Kementerian Pendidikan, Kebudayaan, Riset, dan Teknologi resmi menerbitkan Permendikbudristek Nomor 12 Tahun 2024 tentang Kurikulum di jenjang PAUD, SD hingga Pendidikan Menengah. Menariknya, ekstrakurikuler Pramuka dulu bersifat wajib justru hilang dari daftar Alokasi Waktu Mata Pelajaran Ekstra.
Pengamat Kebijakan Pendidikan UGM, Dr. Subarsono, M.Si., M.A. menanggapi dengan biasa-biasa saja atas perubahan tersebut. Baginya jika penghapusan tersebut karena kajian akademik tentu tidak menjadi masalah.
“Yang penting ekstrakurikuler apapun itu matakuliah atau kurikulumnya sepanjang selalu diarahkan untuk membantu mencerdaskan anak. Saya tentunya menanggapinya ya soft-soft saja karena soal ekstra kurikuler ini memang ada yang wajib dan sukarela,” ujarnya di Fisipol UGM, Rabu (3/4).
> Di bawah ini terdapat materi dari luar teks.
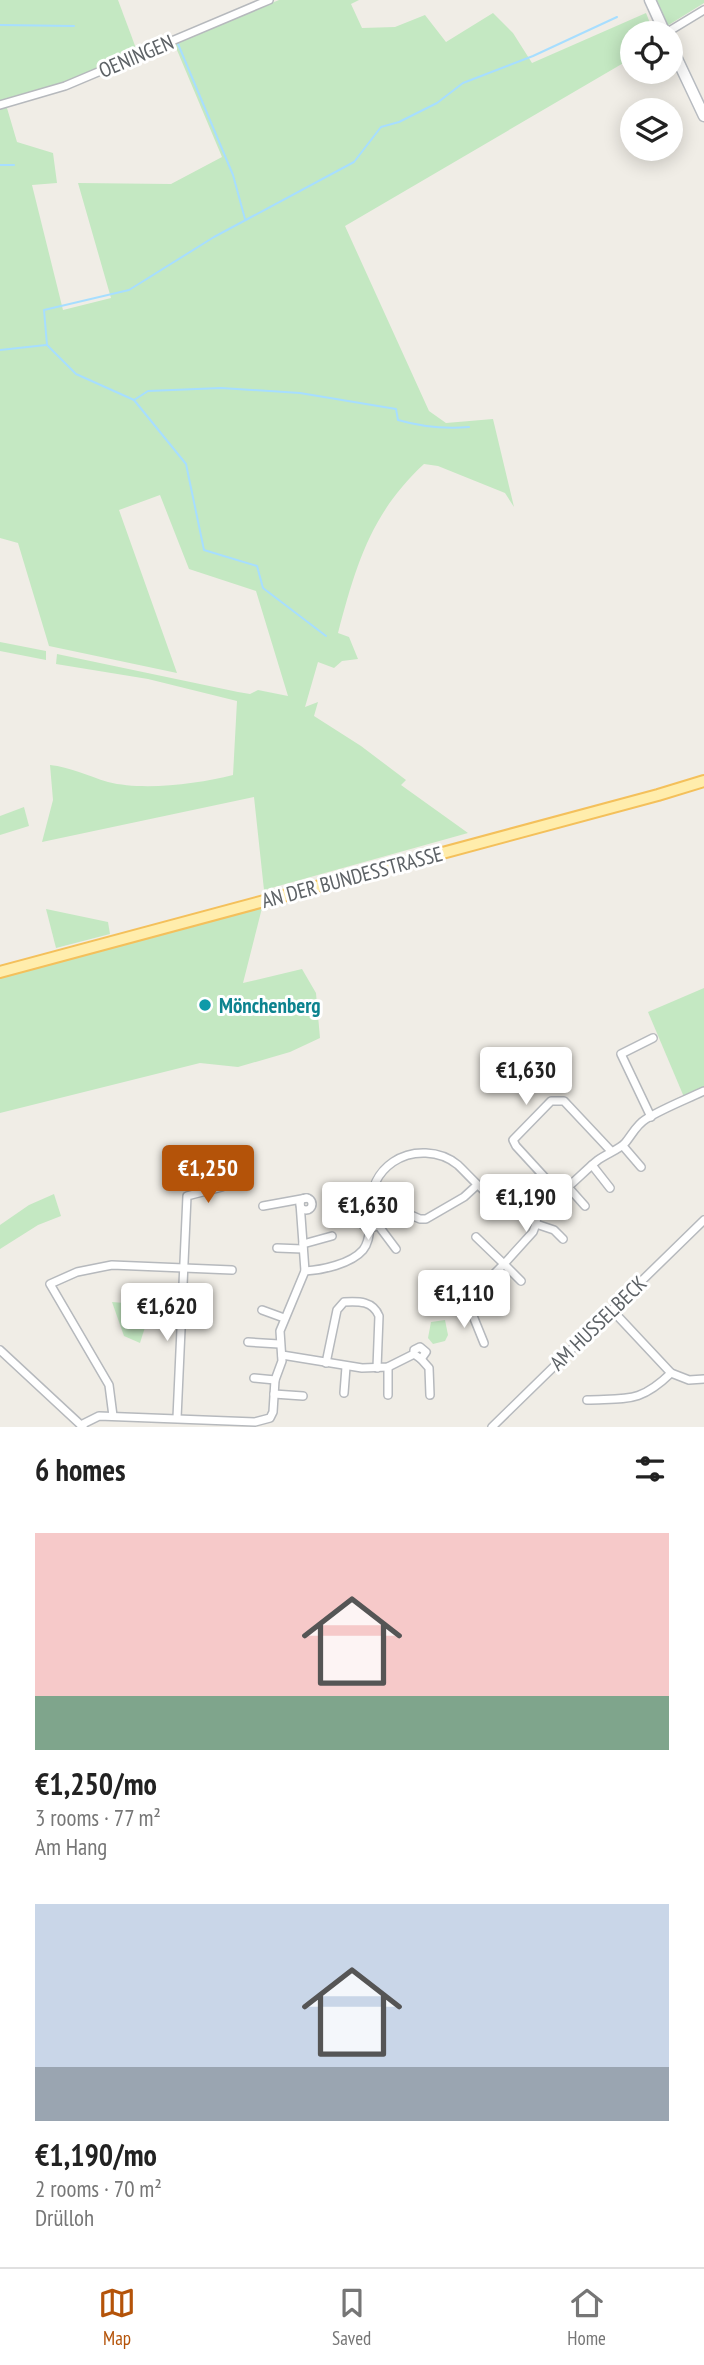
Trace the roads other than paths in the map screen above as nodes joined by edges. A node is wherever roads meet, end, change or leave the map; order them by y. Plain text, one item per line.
1 (269, 0) edge
2 (650, 0) edge
3 (704, 10) edge
4 (660, 21) edge
5 (683, 22) edge
6 (683, 72) edge
7 (0, 105) edge
8 (704, 116) edge
9 (704, 781) edge
10 (0, 972) edge
11 (653, 1038) dead end
12 (704, 1091) edge
13 (651, 1116) junction
14 (623, 1146) junction
15 (611, 1151) junction
16 (592, 1165) junction
17 (641, 1167) dead end
18 (477, 1186) junction
19 (222, 1187) dead end
20 (569, 1188) junction
21 (610, 1188) dead end
22 (560, 1194) junction
23 (538, 1205) junction
24 (263, 1206) dead end
25 (585, 1206) dead end
26 (370, 1208) junction
27 (704, 1220) edge
28 (536, 1223) junction
29 (376, 1225) junction
30 (332, 1236) dead end
31 (476, 1237) dead end
32 (563, 1240) dead end
33 (303, 1246) junction
34 (277, 1248) dead end
35 (396, 1249) dead end
36 (504, 1264) junction
37 (184, 1269) junction
38 (232, 1270) dead end
39 (305, 1270) junction
40 (429, 1278) dead end
41 (521, 1281) dead end
42 (473, 1295) junction
43 (461, 1298) junction
44 (469, 1306) junction
45 (262, 1310) dead end
46 (612, 1310) junction
47 (284, 1318) junction
48 (248, 1342) dead end
49 (484, 1343) dead end
50 (279, 1344) junction
51 (426, 1344) dead end
52 (0, 1350) edge
53 (282, 1355) junction
54 (418, 1356) junction
55 (326, 1363) junction
56 (346, 1367) junction
57 (388, 1367) junction
58 (377, 1368) junction
59 (671, 1373) junction
60 (254, 1378) dead end
61 (704, 1379) edge
62 (275, 1380) junction
63 (344, 1393) dead end
64 (274, 1394) junction
65 (387, 1395) dead end
66 (430, 1395) dead end
67 (303, 1396) dead end
68 (587, 1400) dead end
69 (113, 1416) junction
70 (177, 1418) junction
71 (82, 1426) edge
72 (492, 1427) edge

1 - 7 street, OENINGEN
2 - 4 main road
3 - 5 street
6 - 8 main road
9 - 10 main road, AN DER BUNDESSTRASSE
11 - 13 street
12 - 13 street
13 - 14 street
14 - 15 street
14 - 17 street
15 - 16 street
15 - 22 street
16 - 20 street
16 - 21 street
18 - 23 street
18 - 26 street
18 - 29 street
19 - 37 street
20 - 22 street
20 - 25 street
22 - 23 street
23 - 28 street
24 - 33 street
26 - 29 street
26 - 29 street
27 - 46 street, AM HUSSELBECK
28 - 32 street
28 - 36 street
29 - 35 street
29 - 39 street
30 - 33 street
31 - 36 street
33 - 34 street
33 - 39 street
36 - 41 street
36 - 42 street
37 - 38 street
37 - 69 street
37 - 70 street
39 - 47 street
40 - 43 street
42 - 43 street
42 - 44 street
43 - 44 street
44 - 49 street
45 - 47 street
46 - 59 street
46 - 72 street, AM HUSSELBECK
47 - 50 street
48 - 50 street
50 - 53 street
51 - 54 street
52 - 71 street
53 - 55 street
53 - 62 street
54 - 57 street
54 - 66 street
55 - 56 street
55 - 58 street
56 - 58 street
56 - 63 street
57 - 58 street
57 - 65 street
59 - 61 street
59 - 68 street
60 - 62 street
62 - 64 street
64 - 67 street
64 - 70 street
69 - 70 street
69 - 71 street

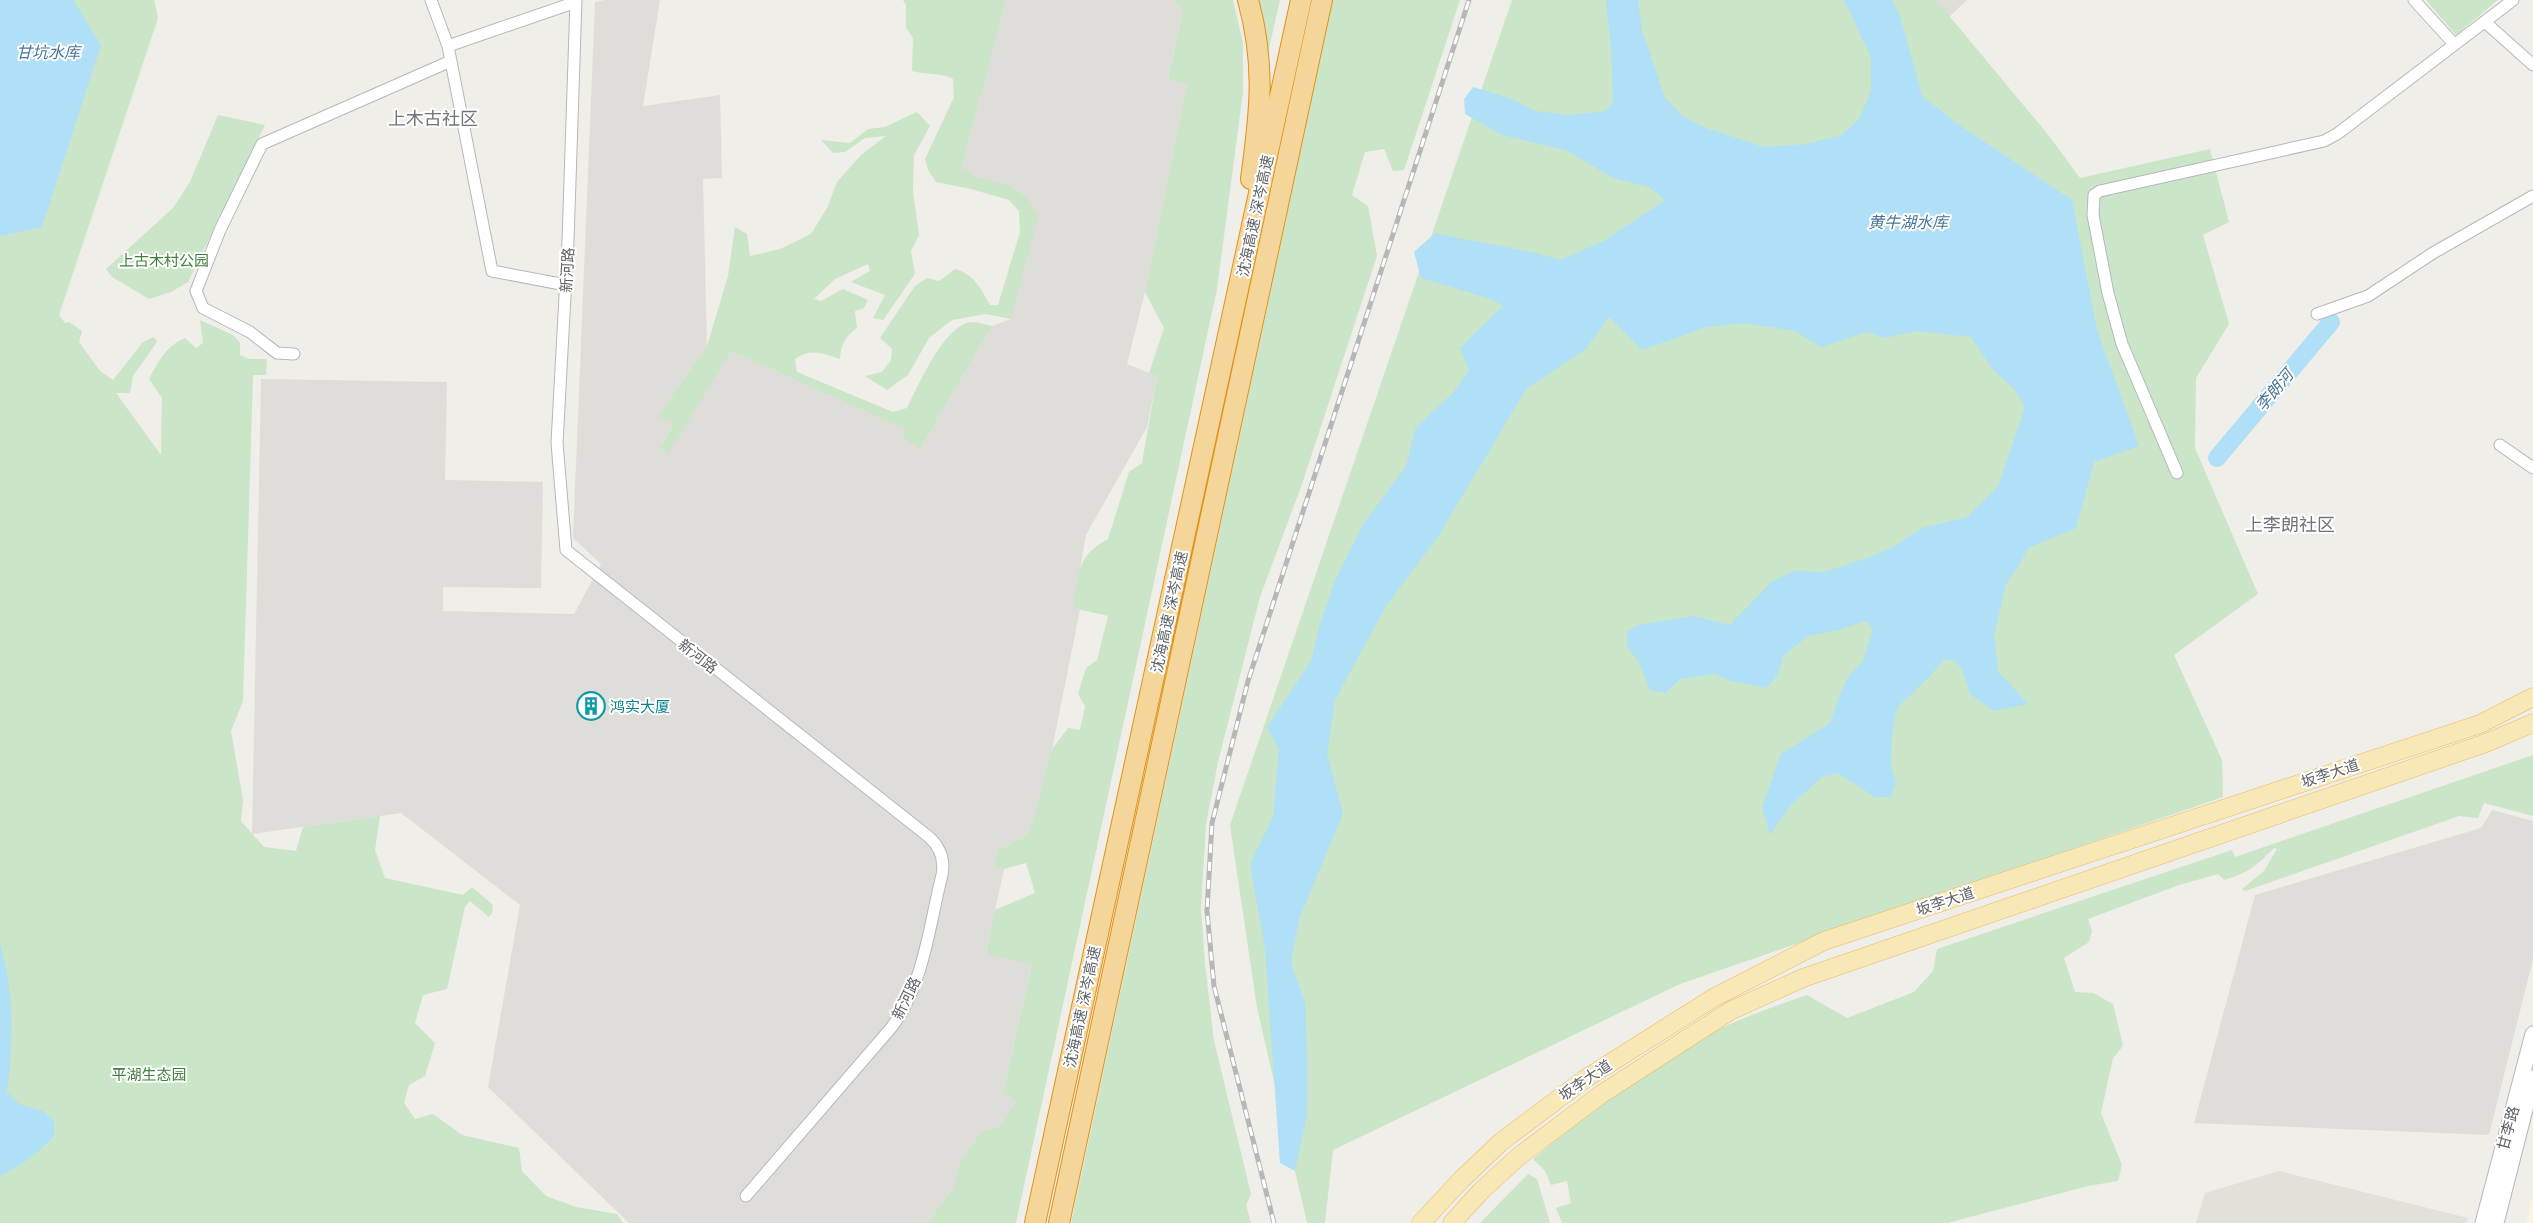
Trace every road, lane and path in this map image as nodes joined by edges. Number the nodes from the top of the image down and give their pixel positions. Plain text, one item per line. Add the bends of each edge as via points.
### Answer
1 (431, 0) edge
2 (1248, 0) edge
3 (1301, 0) edge
4 (1322, 0) edge
5 (2414, 0) edge
6 (2513, 0) edge
7 (576, 1) edge
8 (2486, 22) junction
9 (2454, 44) junction
10 (448, 46) junction
11 (451, 61) junction
12 (2533, 64) edge
13 (2533, 196) edge
14 (566, 285) junction
15 (2317, 314) dead end
16 (294, 354) dead end
17 (1209, 424) junction
18 (2500, 445) dead end
19 (2533, 468) edge
20 (2177, 473) dead end
21 (2533, 697) edge
22 (2533, 723) edge
23 (2533, 1034) edge
24 (2533, 1078) edge
25 (746, 1196) dead end
26 (1035, 1223) edge
27 (1059, 1223) edge
28 (1422, 1223) edge
29 (1452, 1223) edge
30 (2484, 1223) edge
31 (2496, 1223) edge

1 - 10 street
2 - 17 highway via 1260,54 1257,132
3 - 17 highway, 沈海高速 深岑高速
4 - 27 highway, 沈海高速 深岑高速
5 - 9 street
6 - 8 street
7 - 10 street
7 - 14 street, 新河路
8 - 9 street
8 - 12 street
9 - 20 street via 2324,141 2100,191 2094,195 2093,215 2122,344
10 - 11 street
11 - 14 street via 492,271
11 - 16 street via 262,144 220,230 196,291 203,308 250,332 277,353
13 - 15 street via 2433,253 2368,296
14 - 25 street, 新河路 via 557,443 566,550 929,837 943,860 920,969 906,1006 891,1028
17 - 26 highway, 沈海高速 深岑高速
18 - 19 street
21 - 28 main road, 坂李大道 via 2480,724 1824,941 1713,998 1585,1079 1502,1141
22 - 29 main road, 坂李大道 via 2486,743 1803,978 1730,1011 1557,1126 1506,1168
23 - 30 main road, 甘李路
24 - 31 main road, 甘李路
Dia menyampaikan ekstrakurikuler Pramuka dahulunya memang bersifat wajib namun seiring perkembangan menjadi tidak wajib. Karena itu sifat ekstrakurikuler harus selalu ditinjau apakah mendukung kurikulum inti atau tidak.
Menurutnya ekstrakurikuler Pramuka dahulu masih dibutuhkan karena masih sesuai dengan kebutuhan masa lalu. Saat ini, kondisi global sudah berubah dan masyarakat hidup di dalam era digital dan globalisasi sehingga sudah sewajarnya perlu dipikirkan bagaimana memberikan ekstra kurikulum yang berhubungan dengan literasi digital.
“Bagaimana menggunakan teknologi digital, membaca internet, X, big data dan seterusnya. Kalau saya biasa-biasa saja menarik kurikulum pramuka dari yang bersifat wajib,” terangnya.
Dengan dihapus dari yang bersifat wajib tentu berdampak, meski begitu harus dipahami pula bila dunia memang sudah berubah. Siswa-siswa hidup dalam era digital dan globalisasi sehingga akan lebih mengena bila siswa diberikan pelajaran-pelajaran yang mendukung kecerdasan, misalnya dalam penggunaan piranti-piranti digital.
“Tentunya mereka lebih mampu merespon perubahan global ini, misal kemampuan membangun net working, berkolaborasi, kemampuan berkomunikasi dalam bahasa asing, dan itu saya kira jauh lebih penting daripada pramuka,” jelasnya.
Soal pelajaran kemandirian hidup yang biasa diajarkan dalam Pramuka, kata Subarsono anak-anak jaman sekarang sebenarnya sudah belajar mandiri karena sejak kecil mereka sudah terbiasa dengan smart phone. Tanpa diajari oleh siapun (orang tua sekalipun) mereka sudah terbisa mencari informasi sendiri melalui smart phone.
Sehingga anak-anak jaman sekarang memiliki otonomi, dan cara belajar berkelompok dalam pramuka tetap bisa mereka dapatkan secara individu melalui smart phone. Disebutnya guru pramuka biasa seorang guru yang memiliki kompetensi pramuka, dan tantangannya sekarang bagaimana bisa mencari guru ekstrakurikuler yang sesuai dengan mata pelajaran ekstrakurikuler terbaru.
“Kalau mau memberi ekstrakurikuler terkait digital maka mencari pengajar yang terbiasa di bidang digital. Atau jika perlu guru-guru pramuka lama diupgrade untuk bisa mengampu ekstra-ekstra kurikuler yang baru,” ungkapnya.
Soebarsono mengakui infrastruktur digital di masing-masing daerah tidak sama, karena itu usulnya untuk daerah yang jauh dari kota (pinggiran) bisa dilaksanakan ekstrakurikuler yang sesuai di desa atau di rural area bersangkutan. Semisal mereka yang ada di desa di pesisir bisa diberikan ekstrakurikuler baru bagaimana bisa berenang, menangkap ikan atau mengolah ikan dan lain-lain.
“Saya kira dengan begitu mereka akan memiliki soft skill sehingga kalau mereka menjadi dewasa bisa mengelola alam disekitarnya, menangkap, mengolah dan sebagainya. Artinya sebagai gantinya ekstrakurikuler Pramuka bisa yang sesuai tren kekinian atau ekstra-ekstra yang mampu menggali potensi di sekitarnya,” imbuhnya.